Transformer Architecture - Self-Attention

This note explores one of the most crucial concepts in the Transformer architecture: self-attention. Self-attention is a mechanism that determines how every token in a given sequence relates to every other token. The concept of self-attention is especially interesting to me because of its connection to computational neuroscience, seen in modern Hopfield networks[1] or Transformer implementations modeled with neurons and astrocytes[2]. My exploration here is primarily based on the famous paper 'Attention Is All You Need[3] and the book 'Deep Learning: Foundations and Concepts[4].

1. Modeling Token Interactions

To understand the self-attention process, we first need to understand how a transformer processes data. Mathematically, the input data to a transformer is a set of vectors \( \{ \mathbf{x}_n \} \), where \( n = 1, \dots, N \) and \( \mathbf{x}_n \in \mathbb{R}^{D} \). Each data vector represents a token.

The input to the transformer will be a matrix \( \mathbf{X} \) of dimensions \( N \times D \), where the \( n \)-th row is the transposed token vector \( \mathbf{x}_n^T \).

To capture the relationships between all tokens in the set, we need a mechanism that updates each token's representation based on the others. At this stage, before diving into the specifics of attention, we can simply view this as a function \(F \) that transforms an input matrix into an output matrix of the same size:

F: \mathbb{R}^{N \times D} \to \mathbb{R}^{N \times D} $$ $$ F(\mathbf{X}) = \mathbf{X}'

In the following sections, we will unpack this function \(F \) to see exactly how the self-attention mechanism computes this output.

2. Mathematical Assumptions of Attention

Given the mapping

F(\mathbf{X}) = \mathbf{X}'

we want the output matrix \( \mathbf{X}' \) to capture richer contextual information about the relationships between tokens.

Let's analyze how a single output token \( \mathbf{x}_n' \) can be constructed based on the input data \( \mathbf{X} \). The first thing we notice is that to fully understand its context, it should draw information from all input tokens, not just a few of them. To achieve this mathematically, we can express the new token as a linear combination of all input tokens:

\mathbf{x}_n' = \sum_{m=1}^N \alpha_{nm} \mathbf{x}_m

where \( \alpha_{nm} \) is called the attention weight.

To give meaning to the linear combination, we can analyze it with a probabilistic approach.

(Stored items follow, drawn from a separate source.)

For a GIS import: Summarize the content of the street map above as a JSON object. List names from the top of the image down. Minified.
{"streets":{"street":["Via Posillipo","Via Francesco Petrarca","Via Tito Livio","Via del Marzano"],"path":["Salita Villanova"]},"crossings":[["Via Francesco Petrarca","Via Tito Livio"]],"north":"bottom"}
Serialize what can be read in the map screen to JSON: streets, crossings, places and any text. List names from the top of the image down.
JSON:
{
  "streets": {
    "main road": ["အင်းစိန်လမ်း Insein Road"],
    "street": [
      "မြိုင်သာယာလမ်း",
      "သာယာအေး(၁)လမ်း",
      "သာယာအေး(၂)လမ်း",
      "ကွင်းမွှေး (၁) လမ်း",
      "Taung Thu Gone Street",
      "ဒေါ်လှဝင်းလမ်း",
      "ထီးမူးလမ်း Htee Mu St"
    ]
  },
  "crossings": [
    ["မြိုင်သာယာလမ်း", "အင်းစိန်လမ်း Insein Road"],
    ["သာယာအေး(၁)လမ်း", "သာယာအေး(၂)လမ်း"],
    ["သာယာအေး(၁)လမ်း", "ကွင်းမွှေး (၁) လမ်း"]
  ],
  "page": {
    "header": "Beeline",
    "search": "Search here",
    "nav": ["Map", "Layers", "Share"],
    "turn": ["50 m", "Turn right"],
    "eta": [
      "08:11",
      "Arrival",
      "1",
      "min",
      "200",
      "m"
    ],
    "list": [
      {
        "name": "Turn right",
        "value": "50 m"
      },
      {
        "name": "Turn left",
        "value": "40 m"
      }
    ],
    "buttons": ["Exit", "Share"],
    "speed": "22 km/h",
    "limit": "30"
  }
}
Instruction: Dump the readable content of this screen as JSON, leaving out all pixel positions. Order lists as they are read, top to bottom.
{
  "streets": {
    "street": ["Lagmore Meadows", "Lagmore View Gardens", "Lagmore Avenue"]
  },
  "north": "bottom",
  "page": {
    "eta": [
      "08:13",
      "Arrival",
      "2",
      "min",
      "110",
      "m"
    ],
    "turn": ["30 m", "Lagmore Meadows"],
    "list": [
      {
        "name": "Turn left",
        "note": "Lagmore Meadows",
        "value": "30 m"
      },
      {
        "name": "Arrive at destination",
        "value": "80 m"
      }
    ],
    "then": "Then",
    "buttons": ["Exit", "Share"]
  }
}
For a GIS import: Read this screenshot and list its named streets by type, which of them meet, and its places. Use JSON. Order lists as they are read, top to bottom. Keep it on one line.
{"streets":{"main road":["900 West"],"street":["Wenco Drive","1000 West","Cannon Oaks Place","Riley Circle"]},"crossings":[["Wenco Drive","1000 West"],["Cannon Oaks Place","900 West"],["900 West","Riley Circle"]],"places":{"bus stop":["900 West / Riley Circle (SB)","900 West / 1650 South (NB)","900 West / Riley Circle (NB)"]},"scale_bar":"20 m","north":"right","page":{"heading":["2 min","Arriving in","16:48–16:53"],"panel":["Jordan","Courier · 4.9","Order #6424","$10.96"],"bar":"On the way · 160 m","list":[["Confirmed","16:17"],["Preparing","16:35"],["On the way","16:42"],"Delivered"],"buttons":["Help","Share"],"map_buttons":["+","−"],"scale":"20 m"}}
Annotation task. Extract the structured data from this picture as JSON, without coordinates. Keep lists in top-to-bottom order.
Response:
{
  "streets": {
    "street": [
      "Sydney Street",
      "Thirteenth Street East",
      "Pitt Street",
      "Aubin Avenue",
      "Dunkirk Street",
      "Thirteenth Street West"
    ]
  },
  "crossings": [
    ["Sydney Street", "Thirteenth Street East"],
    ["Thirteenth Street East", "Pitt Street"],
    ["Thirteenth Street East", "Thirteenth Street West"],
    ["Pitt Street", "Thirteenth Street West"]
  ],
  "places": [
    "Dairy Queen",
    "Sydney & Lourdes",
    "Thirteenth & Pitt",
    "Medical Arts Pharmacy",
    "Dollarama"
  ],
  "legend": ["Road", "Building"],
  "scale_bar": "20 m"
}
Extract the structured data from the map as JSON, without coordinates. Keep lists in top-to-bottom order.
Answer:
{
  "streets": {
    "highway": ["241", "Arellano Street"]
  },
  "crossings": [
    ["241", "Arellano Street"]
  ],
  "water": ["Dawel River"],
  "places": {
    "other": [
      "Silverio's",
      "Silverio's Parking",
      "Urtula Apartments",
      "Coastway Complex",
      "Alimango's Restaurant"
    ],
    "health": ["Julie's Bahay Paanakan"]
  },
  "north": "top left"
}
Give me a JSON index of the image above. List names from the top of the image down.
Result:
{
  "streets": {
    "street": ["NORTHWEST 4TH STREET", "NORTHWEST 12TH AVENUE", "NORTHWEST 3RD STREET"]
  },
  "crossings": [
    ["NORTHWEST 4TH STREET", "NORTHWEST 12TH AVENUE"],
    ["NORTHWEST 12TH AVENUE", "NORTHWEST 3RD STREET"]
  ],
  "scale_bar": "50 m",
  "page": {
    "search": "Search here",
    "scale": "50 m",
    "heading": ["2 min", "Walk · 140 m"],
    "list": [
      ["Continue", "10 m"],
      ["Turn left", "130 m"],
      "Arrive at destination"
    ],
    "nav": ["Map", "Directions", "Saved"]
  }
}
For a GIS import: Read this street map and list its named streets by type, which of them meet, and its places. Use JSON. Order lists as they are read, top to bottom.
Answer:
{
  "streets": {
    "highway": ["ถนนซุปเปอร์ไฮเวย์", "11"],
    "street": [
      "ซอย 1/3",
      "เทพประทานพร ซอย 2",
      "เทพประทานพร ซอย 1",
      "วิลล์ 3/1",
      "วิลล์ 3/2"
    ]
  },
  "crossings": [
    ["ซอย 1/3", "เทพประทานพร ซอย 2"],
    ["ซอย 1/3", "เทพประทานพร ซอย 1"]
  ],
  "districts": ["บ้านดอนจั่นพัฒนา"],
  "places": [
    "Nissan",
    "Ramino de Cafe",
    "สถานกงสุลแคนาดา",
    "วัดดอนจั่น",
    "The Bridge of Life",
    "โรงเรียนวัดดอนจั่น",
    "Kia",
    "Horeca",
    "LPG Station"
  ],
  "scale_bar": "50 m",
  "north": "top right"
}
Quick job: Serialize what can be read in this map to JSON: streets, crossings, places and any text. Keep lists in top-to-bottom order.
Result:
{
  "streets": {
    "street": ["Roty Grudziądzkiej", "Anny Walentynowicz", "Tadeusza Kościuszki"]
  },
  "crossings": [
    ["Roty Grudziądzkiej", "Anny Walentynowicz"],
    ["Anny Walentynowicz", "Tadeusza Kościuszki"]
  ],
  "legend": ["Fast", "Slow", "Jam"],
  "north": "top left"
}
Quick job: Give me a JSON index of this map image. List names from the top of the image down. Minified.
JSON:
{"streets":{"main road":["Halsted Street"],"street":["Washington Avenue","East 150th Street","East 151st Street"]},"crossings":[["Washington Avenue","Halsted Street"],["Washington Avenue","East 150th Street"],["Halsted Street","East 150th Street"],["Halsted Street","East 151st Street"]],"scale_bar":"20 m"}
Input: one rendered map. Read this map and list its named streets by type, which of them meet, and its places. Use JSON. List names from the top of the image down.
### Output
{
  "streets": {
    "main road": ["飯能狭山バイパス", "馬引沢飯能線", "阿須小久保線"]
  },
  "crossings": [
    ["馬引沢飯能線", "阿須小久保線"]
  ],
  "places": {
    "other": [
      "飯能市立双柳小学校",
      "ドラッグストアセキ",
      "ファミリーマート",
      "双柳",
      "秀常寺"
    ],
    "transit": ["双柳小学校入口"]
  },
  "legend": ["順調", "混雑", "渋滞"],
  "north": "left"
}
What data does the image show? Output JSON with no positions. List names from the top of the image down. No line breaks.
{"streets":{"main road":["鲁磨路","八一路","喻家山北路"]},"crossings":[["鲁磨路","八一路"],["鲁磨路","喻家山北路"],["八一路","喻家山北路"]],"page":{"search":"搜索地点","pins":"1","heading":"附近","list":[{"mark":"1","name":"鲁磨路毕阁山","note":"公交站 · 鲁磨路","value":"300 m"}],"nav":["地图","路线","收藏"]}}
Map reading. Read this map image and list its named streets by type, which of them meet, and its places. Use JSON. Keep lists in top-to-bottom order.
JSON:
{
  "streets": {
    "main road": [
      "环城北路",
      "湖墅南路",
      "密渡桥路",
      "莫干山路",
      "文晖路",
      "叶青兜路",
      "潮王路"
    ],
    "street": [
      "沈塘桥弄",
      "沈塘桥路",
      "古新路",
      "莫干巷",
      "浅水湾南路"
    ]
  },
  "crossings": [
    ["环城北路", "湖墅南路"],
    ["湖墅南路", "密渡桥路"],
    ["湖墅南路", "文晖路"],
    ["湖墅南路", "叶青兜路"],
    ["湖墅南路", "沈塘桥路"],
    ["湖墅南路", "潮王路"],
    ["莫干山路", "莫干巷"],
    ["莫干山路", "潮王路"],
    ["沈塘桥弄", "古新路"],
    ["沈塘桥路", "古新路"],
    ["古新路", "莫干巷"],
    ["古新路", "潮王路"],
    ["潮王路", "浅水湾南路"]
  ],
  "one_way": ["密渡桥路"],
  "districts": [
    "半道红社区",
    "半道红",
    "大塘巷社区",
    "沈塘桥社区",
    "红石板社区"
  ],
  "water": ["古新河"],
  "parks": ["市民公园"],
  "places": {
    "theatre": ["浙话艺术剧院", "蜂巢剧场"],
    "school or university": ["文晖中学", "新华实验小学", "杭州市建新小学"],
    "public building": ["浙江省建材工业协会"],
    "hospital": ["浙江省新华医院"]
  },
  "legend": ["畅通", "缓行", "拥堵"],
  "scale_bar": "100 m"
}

The weights represent a discrete probability distribution over the input sequence. More precisely, \( \alpha_{nm} \) represents the probability that the updated representation of the \(n\)-th token integrates information from the \(m\)-th token.

With this approach, the new token representation \(\mathbf{x}_n'\) is defined as the expected value of the input tokens under this probability distribution. To form a valid probability distribution, the weights must satisfy two fundamental axioms:

Non-negativity: \( \alpha_{nm} \ge 0 \).
Summation to one: \( \sum_{m=1}^N \alpha_{nm} = 1 \).

Due to these requirements, it is highly probable that our derivation will employ the softmax function in the subsequent steps.

3. Defining Attention

Having established the fundamental properties of the attention weights, the next step is to define how to calculate them from the input data. To determine how closely token \( \mathbf{x}_n \) relates to token \( \mathbf{x}_m \), we must measure the mathematical similarity between their corresponding vectors.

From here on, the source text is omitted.